[Goal of the exercise] Could you print all the entries below exactly as they appear, omitting the pictures?

[[ Exercise material, beginning ]]

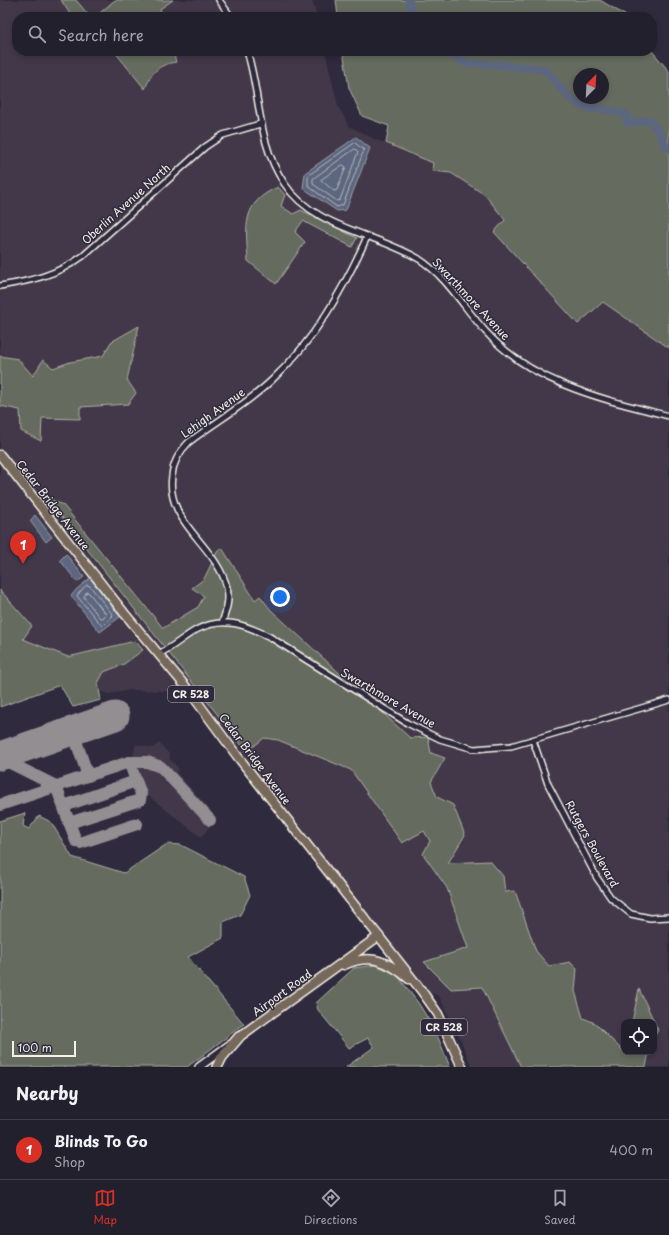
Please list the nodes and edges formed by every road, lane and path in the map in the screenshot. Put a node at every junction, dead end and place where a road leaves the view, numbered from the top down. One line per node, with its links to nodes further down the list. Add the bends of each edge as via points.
1 (219, 0): 2 (street)
2 (227, 12)
3 (248, 56): 4 (street, Swarthmore Avenue)
4 (260, 124): 5 (street, Swarthmore Avenue, via 266,149 273,164 284,185 300,202 320,215); 6 (street, Oberlin Avenue North, via 223,135 205,147 69,266 42,278)
5 (367, 237): 7 (street, Swarthmore Avenue, via 414,257 428,266 493,340 518,361 543,376 584,394); 9 (street, Lehigh Avenue, via 335,302 303,347 260,391 181,449 175,463 171,483 174,505 220,569 227,588 227,608)
6 (0, 286)
7 (669, 416)
8 (0, 455): 10 (main road, Cedar Bridge Avenue / CR 528)
9 (222, 623): 10 (street, Swarthmore Avenue, via 198,629); 12 (street, Swarthmore Avenue, via 246,625 270,637 407,724 440,739 474,749 511,746)
10 (158, 654): 14 (main road, Cedar Bridge Avenue / CR 528)
11 (669, 700): 12 (street, Swarthmore Avenue)
12 (532, 740): 13 (street, Rutgers Boulevard, via 548,784 611,898 631,914 650,918)
13 (669, 917)
14 (379, 936): 15 (main road, Airport Road); 16 (main road, Cedar Bridge Avenue / CR 528)
15 (332, 970): 16 (main road, via 352,961 376,960 392,966); 17 (main road, Airport Road)
16 (422, 990): 20 (main road, Cedar Bridge Avenue / CR 528, via 438,1014)
17 (239, 1037): 18 (street, Airport Road); 19 (highway)
18 (199, 1067)
19 (217, 1067)
20 (462, 1067)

[[ Exercise material, end ]]

[Your response]
Please list the nodes and edges formed by every road, lane and path in the map in the screenshot. Put a node at every junction, dead end and place where a road leaves the view, numbered from the top down. One line per node, with its links to nodes further down the list. Add the bends of each edge as via points.
1 (219, 0): 2 (street)
2 (227, 12)
3 (248, 56): 4 (street, Swarthmore Avenue)
4 (260, 124): 5 (street, Swarthmore Avenue, via 266,149 273,164 284,185 300,202 320,215); 6 (street, Oberlin Avenue North, via 223,135 205,147 69,266 42,278)
5 (367, 237): 7 (street, Swarthmore Avenue, via 414,257 428,266 493,340 518,361 543,376 584,394); 9 (street, Lehigh Avenue, via 335,302 303,347 260,391 181,449 175,463 171,483 174,505 220,569 227,588 227,608)
6 (0, 286)
7 (669, 416)
8 (0, 455): 10 (main road, Cedar Bridge Avenue / CR 528)
9 (222, 623): 10 (street, Swarthmore Avenue, via 198,629); 12 (street, Swarthmore Avenue, via 246,625 270,637 407,724 440,739 474,749 511,746)
10 (158, 654): 14 (main road, Cedar Bridge Avenue / CR 528)
11 (669, 700): 12 (street, Swarthmore Avenue)
12 (532, 740): 13 (street, Rutgers Boulevard, via 548,784 611,898 631,914 650,918)
13 (669, 917)
14 (379, 936): 15 (main road, Airport Road); 16 (main road, Cedar Bridge Avenue / CR 528)
15 (332, 970): 16 (main road, via 352,961 376,960 392,966); 17 (main road, Airport Road)
16 (422, 990): 20 (main road, Cedar Bridge Avenue / CR 528, via 438,1014)
17 (239, 1037): 18 (street, Airport Road); 19 (highway)
18 (199, 1067)
19 (217, 1067)
20 (462, 1067)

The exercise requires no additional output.